PROBLEM :: All lines with the word "Markgrafenstraße" must be pulled from the entries below.

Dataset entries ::
:::

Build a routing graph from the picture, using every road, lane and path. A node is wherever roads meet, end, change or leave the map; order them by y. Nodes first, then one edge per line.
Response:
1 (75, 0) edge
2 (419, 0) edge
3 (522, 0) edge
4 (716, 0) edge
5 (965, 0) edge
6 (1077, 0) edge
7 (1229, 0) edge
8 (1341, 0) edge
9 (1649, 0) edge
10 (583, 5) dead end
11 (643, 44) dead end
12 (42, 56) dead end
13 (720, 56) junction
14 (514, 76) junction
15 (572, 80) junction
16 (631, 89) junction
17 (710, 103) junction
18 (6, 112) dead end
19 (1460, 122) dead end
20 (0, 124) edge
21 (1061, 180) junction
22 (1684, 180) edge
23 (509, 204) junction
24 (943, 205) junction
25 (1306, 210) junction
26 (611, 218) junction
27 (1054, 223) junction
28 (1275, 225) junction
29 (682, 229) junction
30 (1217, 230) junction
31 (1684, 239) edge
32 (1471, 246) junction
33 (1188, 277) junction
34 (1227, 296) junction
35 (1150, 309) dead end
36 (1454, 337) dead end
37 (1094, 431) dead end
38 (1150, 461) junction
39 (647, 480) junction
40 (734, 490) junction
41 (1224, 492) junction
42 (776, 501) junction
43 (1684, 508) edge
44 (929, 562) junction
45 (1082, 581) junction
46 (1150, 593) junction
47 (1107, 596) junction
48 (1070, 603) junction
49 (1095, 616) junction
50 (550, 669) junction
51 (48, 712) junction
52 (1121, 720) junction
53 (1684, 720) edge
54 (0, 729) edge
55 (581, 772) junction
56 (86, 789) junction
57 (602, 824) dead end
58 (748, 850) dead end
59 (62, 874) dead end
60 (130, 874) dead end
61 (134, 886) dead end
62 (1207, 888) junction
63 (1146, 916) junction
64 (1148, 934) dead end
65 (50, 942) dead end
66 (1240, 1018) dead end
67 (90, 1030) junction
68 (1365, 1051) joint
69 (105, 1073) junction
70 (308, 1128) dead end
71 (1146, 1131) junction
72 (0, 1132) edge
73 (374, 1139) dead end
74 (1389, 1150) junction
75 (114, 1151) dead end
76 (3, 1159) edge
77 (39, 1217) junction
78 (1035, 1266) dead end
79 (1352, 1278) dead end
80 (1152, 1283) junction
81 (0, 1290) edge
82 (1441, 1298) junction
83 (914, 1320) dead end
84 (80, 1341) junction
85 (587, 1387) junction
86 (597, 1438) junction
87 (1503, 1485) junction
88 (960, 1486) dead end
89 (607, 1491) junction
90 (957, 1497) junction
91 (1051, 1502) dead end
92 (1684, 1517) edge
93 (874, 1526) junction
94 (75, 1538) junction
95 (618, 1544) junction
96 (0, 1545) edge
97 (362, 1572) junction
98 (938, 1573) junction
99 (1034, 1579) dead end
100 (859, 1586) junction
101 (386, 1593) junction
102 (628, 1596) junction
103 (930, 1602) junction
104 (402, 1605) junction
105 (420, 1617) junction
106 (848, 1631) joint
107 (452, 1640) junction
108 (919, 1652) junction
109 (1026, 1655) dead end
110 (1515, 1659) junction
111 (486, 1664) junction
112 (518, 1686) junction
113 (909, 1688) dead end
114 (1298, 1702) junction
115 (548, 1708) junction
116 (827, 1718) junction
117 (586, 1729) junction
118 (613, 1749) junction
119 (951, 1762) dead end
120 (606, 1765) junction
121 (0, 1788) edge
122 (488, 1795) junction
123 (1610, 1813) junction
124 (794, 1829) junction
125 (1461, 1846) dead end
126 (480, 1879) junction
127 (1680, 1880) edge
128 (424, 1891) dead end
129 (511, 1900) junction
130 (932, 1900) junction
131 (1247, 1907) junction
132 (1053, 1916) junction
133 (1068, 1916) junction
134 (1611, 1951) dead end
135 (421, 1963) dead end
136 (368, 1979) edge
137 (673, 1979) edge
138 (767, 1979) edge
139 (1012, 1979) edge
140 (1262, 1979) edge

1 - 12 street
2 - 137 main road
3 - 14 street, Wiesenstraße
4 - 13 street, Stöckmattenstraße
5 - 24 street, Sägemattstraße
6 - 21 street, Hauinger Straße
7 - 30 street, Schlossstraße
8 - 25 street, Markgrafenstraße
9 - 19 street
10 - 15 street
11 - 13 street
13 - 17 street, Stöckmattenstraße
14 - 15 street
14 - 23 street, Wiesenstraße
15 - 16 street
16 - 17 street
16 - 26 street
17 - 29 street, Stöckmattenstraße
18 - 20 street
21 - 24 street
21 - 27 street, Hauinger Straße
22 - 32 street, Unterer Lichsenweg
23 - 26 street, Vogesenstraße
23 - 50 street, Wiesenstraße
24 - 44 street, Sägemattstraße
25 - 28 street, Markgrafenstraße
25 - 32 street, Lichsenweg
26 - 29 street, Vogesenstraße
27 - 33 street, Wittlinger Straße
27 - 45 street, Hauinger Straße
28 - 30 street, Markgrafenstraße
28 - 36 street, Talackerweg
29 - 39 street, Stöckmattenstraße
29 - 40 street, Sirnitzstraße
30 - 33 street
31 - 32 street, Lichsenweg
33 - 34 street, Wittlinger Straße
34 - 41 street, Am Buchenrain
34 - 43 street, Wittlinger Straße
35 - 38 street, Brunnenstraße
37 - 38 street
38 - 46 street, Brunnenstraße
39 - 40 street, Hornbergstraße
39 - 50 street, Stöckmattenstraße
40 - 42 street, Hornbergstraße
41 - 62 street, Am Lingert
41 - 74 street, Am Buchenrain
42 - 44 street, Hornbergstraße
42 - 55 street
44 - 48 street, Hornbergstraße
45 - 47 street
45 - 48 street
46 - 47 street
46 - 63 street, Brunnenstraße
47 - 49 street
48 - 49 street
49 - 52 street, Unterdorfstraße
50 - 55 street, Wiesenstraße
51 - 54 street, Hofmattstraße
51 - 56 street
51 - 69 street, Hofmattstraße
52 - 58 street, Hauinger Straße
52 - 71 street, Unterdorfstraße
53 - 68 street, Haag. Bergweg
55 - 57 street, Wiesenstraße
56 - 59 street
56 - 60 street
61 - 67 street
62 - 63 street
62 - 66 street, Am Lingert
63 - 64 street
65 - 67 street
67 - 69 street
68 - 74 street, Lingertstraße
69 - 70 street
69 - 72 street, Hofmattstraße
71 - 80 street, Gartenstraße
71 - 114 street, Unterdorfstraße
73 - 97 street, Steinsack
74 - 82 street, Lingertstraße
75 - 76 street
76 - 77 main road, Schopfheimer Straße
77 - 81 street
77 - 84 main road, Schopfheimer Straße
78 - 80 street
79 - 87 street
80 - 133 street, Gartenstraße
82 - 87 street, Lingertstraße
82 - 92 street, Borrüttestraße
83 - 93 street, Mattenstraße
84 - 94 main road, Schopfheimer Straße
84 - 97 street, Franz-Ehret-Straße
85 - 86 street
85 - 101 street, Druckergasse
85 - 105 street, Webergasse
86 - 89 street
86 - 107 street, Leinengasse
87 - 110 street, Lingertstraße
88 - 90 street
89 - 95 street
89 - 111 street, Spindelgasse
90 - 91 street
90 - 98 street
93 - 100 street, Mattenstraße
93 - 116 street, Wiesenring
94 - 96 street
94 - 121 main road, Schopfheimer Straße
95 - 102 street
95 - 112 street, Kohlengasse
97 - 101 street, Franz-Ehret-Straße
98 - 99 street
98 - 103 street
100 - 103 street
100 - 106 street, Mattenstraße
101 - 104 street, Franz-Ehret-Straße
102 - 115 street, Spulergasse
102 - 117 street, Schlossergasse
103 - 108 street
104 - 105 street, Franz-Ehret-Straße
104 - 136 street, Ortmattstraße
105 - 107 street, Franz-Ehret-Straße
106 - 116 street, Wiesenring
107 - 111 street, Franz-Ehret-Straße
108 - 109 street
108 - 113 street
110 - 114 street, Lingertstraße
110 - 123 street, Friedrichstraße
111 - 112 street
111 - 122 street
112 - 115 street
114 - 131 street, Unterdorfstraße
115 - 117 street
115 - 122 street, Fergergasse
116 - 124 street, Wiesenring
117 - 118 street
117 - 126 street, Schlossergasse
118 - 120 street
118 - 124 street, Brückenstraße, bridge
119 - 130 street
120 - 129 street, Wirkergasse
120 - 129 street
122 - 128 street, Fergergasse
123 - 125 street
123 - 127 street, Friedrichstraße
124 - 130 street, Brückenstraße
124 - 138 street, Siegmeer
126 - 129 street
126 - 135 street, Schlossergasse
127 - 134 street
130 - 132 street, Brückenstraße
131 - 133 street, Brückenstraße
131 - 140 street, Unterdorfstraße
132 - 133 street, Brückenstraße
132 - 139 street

:::

OUTPUT FOR THIS EXERCISE ::
8 - 25 street, Markgrafenstraße
25 - 28 street, Markgrafenstraße
28 - 30 street, Markgrafenstraße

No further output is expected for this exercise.